Dalla zona rossa di Codogno al focolaio di Bresso, ogni giorno in ambulanza Il toccante racconto di Brian Barlocchi, soldato 23enne di Cornaredo

Brian Barlocchi a fine turno con ancora addosso la tuta di sicurezza

Brian Barlocchi a fine turno con ancora addosso la tuta di sicurezza

Cornaredo (Milano), 28 marzo 2020 - Dalla zona rossa di Codogno a Milano e provincia, "ci siamo ritrovati catapultati in un incubo e anche se sono stato addestrato e formato come Militare alla Difesa Civile, non mi sarei mai immaginato uno scenario del genere". 

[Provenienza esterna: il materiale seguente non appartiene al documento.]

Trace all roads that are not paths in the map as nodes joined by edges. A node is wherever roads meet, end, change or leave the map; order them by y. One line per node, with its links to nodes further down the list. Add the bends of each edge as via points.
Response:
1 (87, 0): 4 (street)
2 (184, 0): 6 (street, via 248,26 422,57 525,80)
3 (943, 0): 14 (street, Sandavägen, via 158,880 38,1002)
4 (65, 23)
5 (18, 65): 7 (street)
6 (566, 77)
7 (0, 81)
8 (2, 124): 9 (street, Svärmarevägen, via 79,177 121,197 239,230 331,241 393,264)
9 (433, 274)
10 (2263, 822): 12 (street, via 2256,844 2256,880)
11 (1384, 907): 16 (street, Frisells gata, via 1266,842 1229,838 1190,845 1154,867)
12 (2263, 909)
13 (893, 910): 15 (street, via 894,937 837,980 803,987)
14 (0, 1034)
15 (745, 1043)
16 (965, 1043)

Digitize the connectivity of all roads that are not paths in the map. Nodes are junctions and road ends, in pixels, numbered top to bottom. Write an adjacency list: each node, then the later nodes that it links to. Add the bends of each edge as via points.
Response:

E’ la testimonianza di Brian Barlocchi, 23 anni, di Cornaredo, militare della Croce Rossa Italiana. Da un mese è in prima linea insieme ai colleghi della Cri sulle ambulanze del 112 che trasportano malati Covid-19 e pazienti sospetti, "facciamo turni da 8 ore con una media di 5-6 trasporti, passiamo la giornata a mettere e togliere le tute di protezione, ogni volta che finisci di allacciare e indossare la maschera pensi “speriamo che anche oggi torno a casa” - spiega il cornaredese - penso anche che ho solo 23 anni, che forse dovrei stare a casa e invece mi trovo a fronteggiare un nemico invisibile, insidioso e mortale. Ogni volta che sentiamo di colleghi morti, intubati o con sintomi, la paura ti afferra. Ma poi pensi, cosa faccio? Mi tiro indietro? Assolutamente no, perché noi questo mestiere ce lo siamo scelti. Perché io ho scelto di servire il mio Paese stando in mezzo a una strada".

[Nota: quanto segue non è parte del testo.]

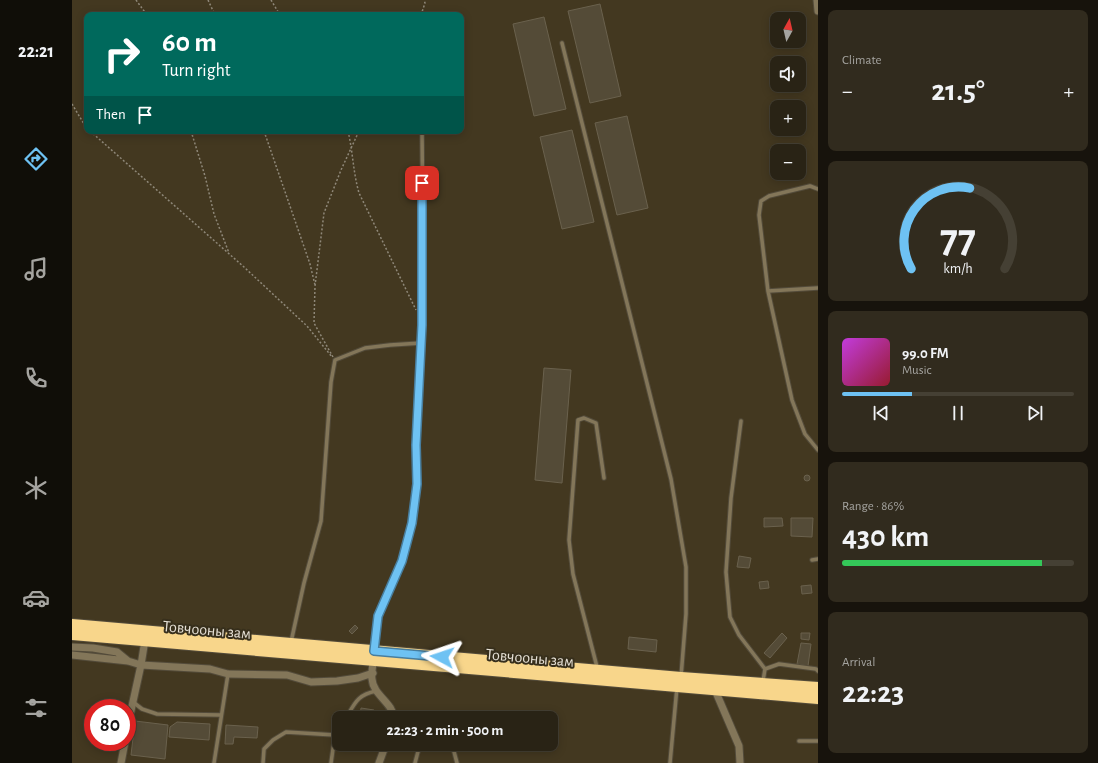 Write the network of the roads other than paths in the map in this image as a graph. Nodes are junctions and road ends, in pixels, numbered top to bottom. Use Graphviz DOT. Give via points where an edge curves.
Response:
graph roads {
  1 [pos="816,0"];
  2 [pos="818,11"];
  3 [pos="562,43"];
  4 [pos="422,134"];
  5 [pos="818,189"];
  6 [pos="818,288"];
  7 [pos="768,291"];
  8 [pos="421,343"];
  9 [pos="741,421"];
  10 [pos="818,450"];
  11 [pos="604,478"];
  12 [pos="818,559"];
  13 [pos="812,560"];
  14 [pos="72,625"];
  15 [pos="72,634"];
  16 [pos="145,640"];
  17 [pos="291,644"];
  18 [pos="72,647"];
  19 [pos="72,655"];
  20 [pos="374,655"];
  21 [pos="128,661"];
  22 [pos="141,664"];
  23 [pos="765,669"];
  24 [pos="598,670"];
  25 [pos="818,671"];
  26 [pos="373,673"];
  27 [pos="228,674"];
  28 [pos="679,682"];
  29 [pos="759,684"];
  30 [pos="818,688"];
  31 [pos="715,690"];
  32 [pos="377,691"];
  33 [pos="818,698"];
  34 [pos="133,699"];
  35 [pos="136,705"];
  36 [pos="350,711"];
  37 [pos="392,711"];
  38 [pos="221,715"];
  39 [pos="332,735"];
  40 [pos="799,740"];
  41 [pos="818,741"];
  42 [pos="123,751"];
  43 [pos="333,751"];
  44 [pos="383,751"];
  45 [pos="418,751"];
  46 [pos="453,751"];
  47 [pos="121,763"];
  48 [pos="214,763"];
  49 [pos="263,763"];
  50 [pos="331,763"];
  51 [pos="378,763"];
  52 [pos="415,763"];
  53 [pos="456,763"];
  54 [pos="670,763"];
  55 [pos="740,763"];
  1 -- 2 [label="street"];
  3 -- 28 [label="lane" via="671,479 686,567 686,614"];
  4 -- 8 [label="lane"];
  5 -- 7 [label="lane" via="810,186 769,196 761,201 758,215"];
  6 -- 7 [label="lane"];
  7 -- 10 [label="lane" via="792,400 805,434"];
  8 -- 17 [label="lane" via="366,348 335,360 331,382 321,521"];
  8 -- 20 [label="lane" via="416,445 417,484 412,523 402,561 378,616"];
  9 -- 23 [label="lane" via="731,498 726,572 730,617 739,635"];
  11 -- 24 [label="lane" via="596,422 584,418 578,420 569,540 574,574"];
  12 -- 13 [label="lane"];
  14 -- 17 [label="highway, Товчооны зам"];
  15 -- 16 [label="highway, Товчооны зам"];
  16 -- 20 [label="highway, Товчооны зам"];
  16 -- 22 [label="street"];
  17 -- 20 [label="highway, Товчооны зам"];
  18 -- 21 [label="street" via="117,652"];
  19 -- 21 [label="street"];
  20 -- 24 [label="highway, Товчооны зам"];
  20 -- 26 [label="street"];
  20 -- 28 [label="highway, Товчооны зам"];
  21 -- 22 [label="street"];
  22 -- 27 [label="street" via="210,669"];
  22 -- 34 [label="street"];
  23 -- 25 [label="lane" via="779,664"];
  23 -- 29 [label="lane" via="764,680"];
  24 -- 28 [label="highway, Товчооны зам"];
  26 -- 27 [label="street" via="337,682 311,682 287,675"];
  26 -- 32 [label="street" via="372,680"];
  27 -- 38 [label="lane"];
  28 -- 29 [label="highway, Товчооны зам"];
  28 -- 31 [label="highway, Товчооны зам"];
  28 -- 54 [label="lane"];
  29 -- 30 [label="highway, Товчооны зам"];
  31 -- 33 [label="highway, Товчооны зам"];
  31 -- 55 [label="street" via="738,746"];
  32 -- 36 [label="lane" via="365,693"];
  32 -- 37 [label="street"];
  35 -- 38 [label="lane" via="157,714"];
  38 -- 48 [label="lane"];
  39 -- 49 [label="lane" via="286,732 264,749"];
  40 -- 41 [label="lane"];
  42 -- 47 [label="street"];
  43 -- 50 [label="lane"];
  44 -- 51 [label="street"];
  45 -- 52 [label="lane"];
  46 -- 53 [label="lane"];
}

Una vita giovane quella di Brian stravolta dall’emergenza sanitaria ma anche da una rinnovata voglia di esserci, "ho iniziato i servizi nel focolaio di Bresso, all’inizio avevamo poche informazioni, frammentarie e confuse, come in ogni situazione di emergenza, avevamo paura ma nessuno ha mai lontanamente pensato di abbandonare il proprio posto, adesso dopo quattro settimane quello che sento maggiormente è lo stress psicologico".

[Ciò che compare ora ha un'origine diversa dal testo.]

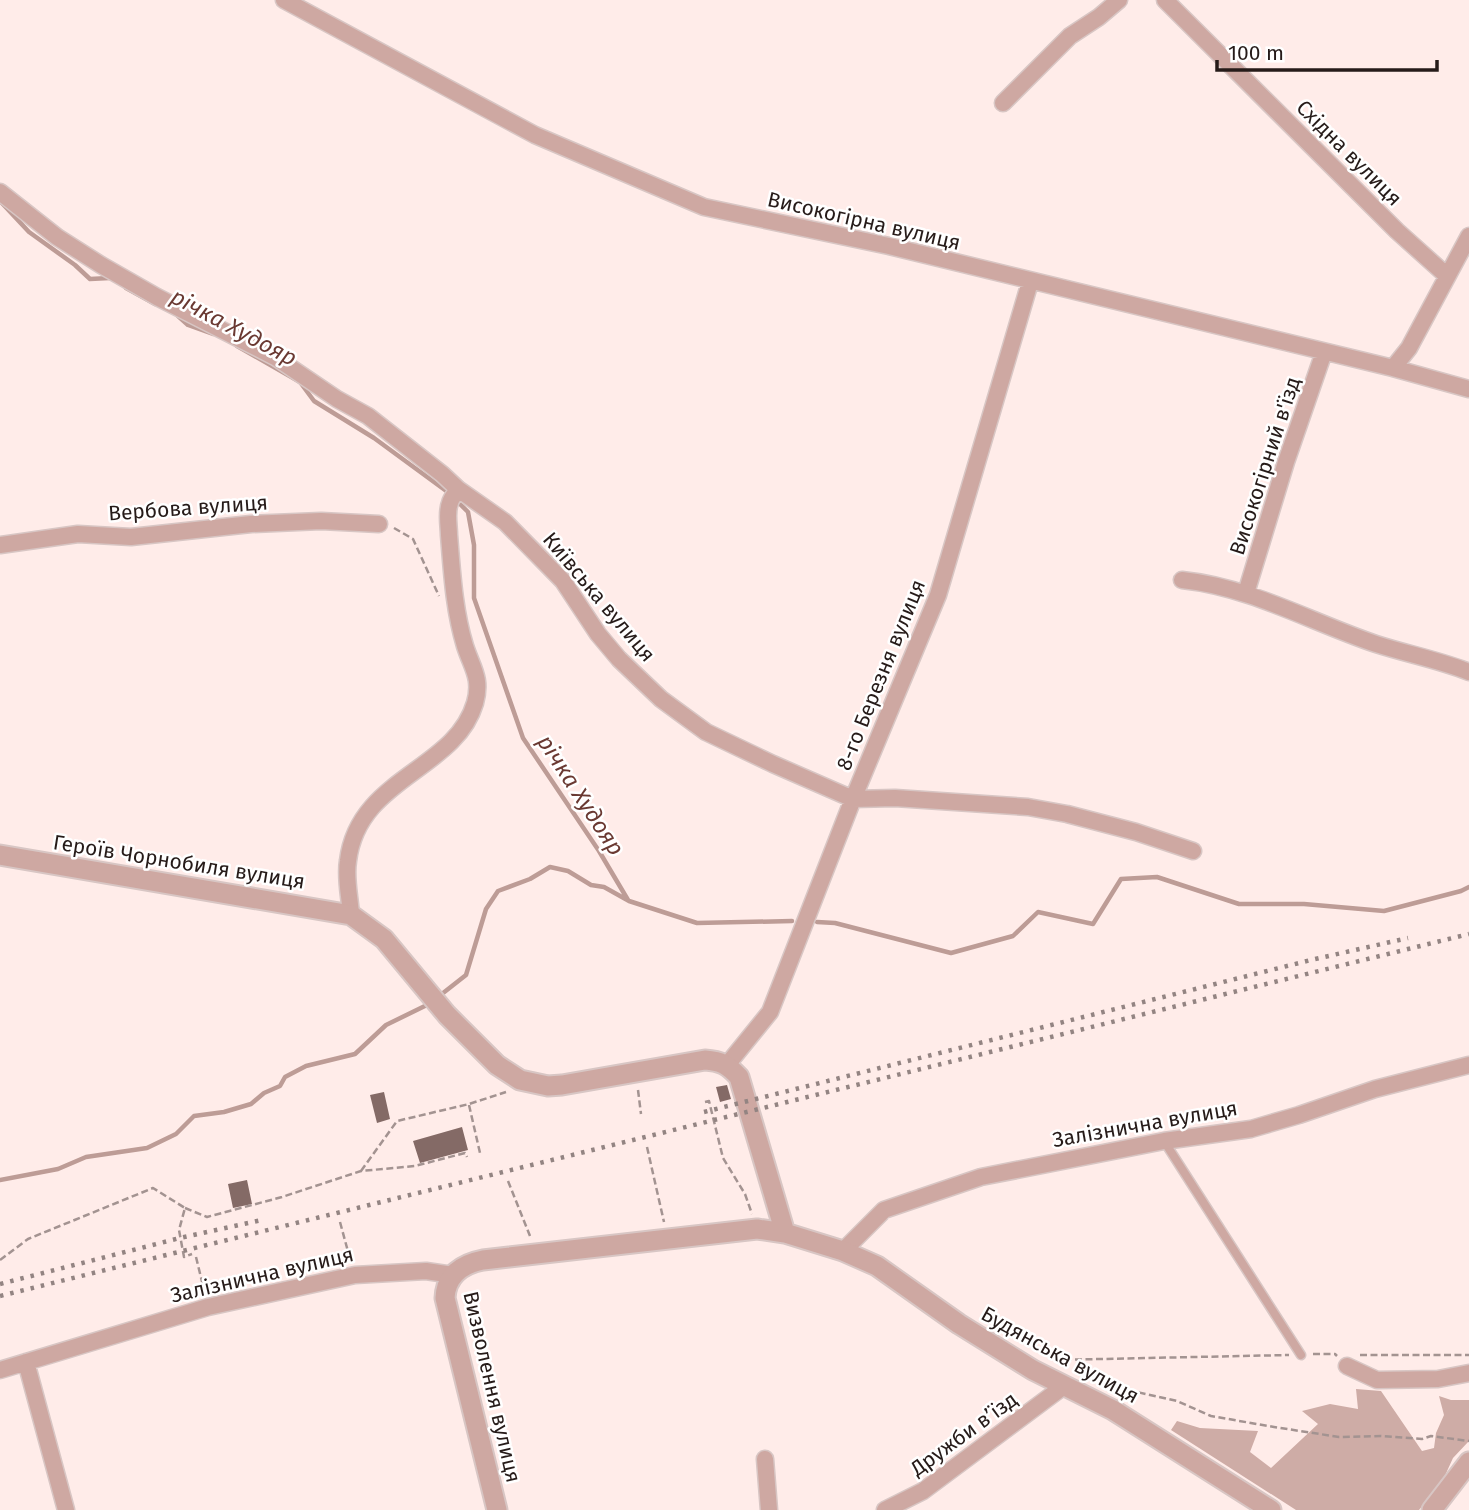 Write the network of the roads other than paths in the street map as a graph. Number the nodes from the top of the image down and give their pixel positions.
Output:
1 (284, 0) edge
2 (1119, 0) edge
3 (1165, 0) edge
4 (1003, 103) dead end
5 (0, 192) edge
6 (1469, 236) edge
7 (1447, 275) junction
8 (1030, 282) junction
9 (1324, 352) junction
10 (1393, 368) junction
11 (1469, 389) edge
12 (458, 489) junction
13 (379, 524) road end
14 (0, 545) edge
15 (1182, 580) dead end
16 (1246, 593) junction
17 (1469, 672) edge
18 (853, 799) junction
19 (1194, 851) dead end
20 (0, 855) edge
21 (351, 915) junction
22 (727, 1065) junction
23 (1469, 1065) edge
24 (1164, 1141) junction
25 (785, 1233) junction
26 (843, 1251) junction
27 (453, 1275) junction
28 (1301, 1355) road end
29 (26, 1362) junction
30 (1347, 1366) road end
31 (0, 1370) edge
32 (1469, 1373) edge
33 (1070, 1379) junction
34 (765, 1459) dead end
35 (1469, 1462) edge
36 (923, 1492) junction
37 (66, 1510) edge
38 (497, 1510) edge
39 (769, 1510) edge
40 (885, 1510) edge
41 (922, 1510) edge
42 (1271, 1510) edge
43 (1432, 1510) edge

1 - 8 street, Високогірна вулиця
2 - 4 street
3 - 7 street, Східна вулиця
5 - 12 street, Київська вулиця
6 - 7 street
7 - 10 street
8 - 9 street, Високогірна вулиця
8 - 18 street, 8-го Березня вулиця
9 - 10 street, Високогірна вулиця
9 - 16 street, Високогірний в'їзд
10 - 11 street, Високогірна вулиця
12 - 18 street, Київська вулиця
12 - 21 street
13 - 14 street, Вербова вулиця
15 - 16 street
16 - 17 street
18 - 19 street, Київська вулиця
18 - 22 street, 8-го Березня вулиця
20 - 21 street, Героїв Чорнобиля вулиця
21 - 22 street, Героїв Чорнобиля вулиця
22 - 25 street
23 - 24 street, Залізнична вулиця
24 - 26 street, Залізнична вулиця
24 - 28 lane
25 - 26 street, Будянська вулиця
25 - 27 street
26 - 33 street, Будянська вулиця
27 - 29 street, Залізнична вулиця
27 - 38 street, Визволення вулиця
29 - 31 street, Залізнична вулиця
29 - 37 street
30 - 32 street
33 - 36 street, Дружби в’їзд
33 - 42 street, Будянська вулиця
34 - 39 street
35 - 43 street
36 - 40 street, Дружби в’їзд
36 - 41 street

Tute protettive usa e getta, mascherine contingentate in attesa di nuove forniture, due operatori su ogni ambulanza, l’autista e il capo equipaggio, giorno e notte, "non è facile entrare in casa della gente, vedere giovani padri di famiglia con sintomi importanti e che sai già che è Covid19 e poi caricarli sulla barella e portarli via sotto gli occhi di figli, magari piccoli, che guardano e non capiscono - racconta il militare - non è neppure facile spiegare agli anziani con sintomi che è meglio che stiano a casa perchè è molto rischioso andare in ospedale. Oppure spiegare ad un’ intera famiglia che deve contattare l’Ats e mettersi in quarantena. Tu rassicuri tutti, cerchi di mantenere la calma dietro a una maschera con occhiali freddi, cerchi di dare coraggio a queste persone". Giorno dopo giorno cresce la consapevolezza della gravità dell’emergenza, anche la fatica e lo stress, ma Brian come migliaia di altri operatori della Cri ci sono, "continueremo ad esserci finché questa guerra non la vinceremo, lo dobbiamo fare anche per quei colleghi che sono morti mentre svolgevano il loro lavoro".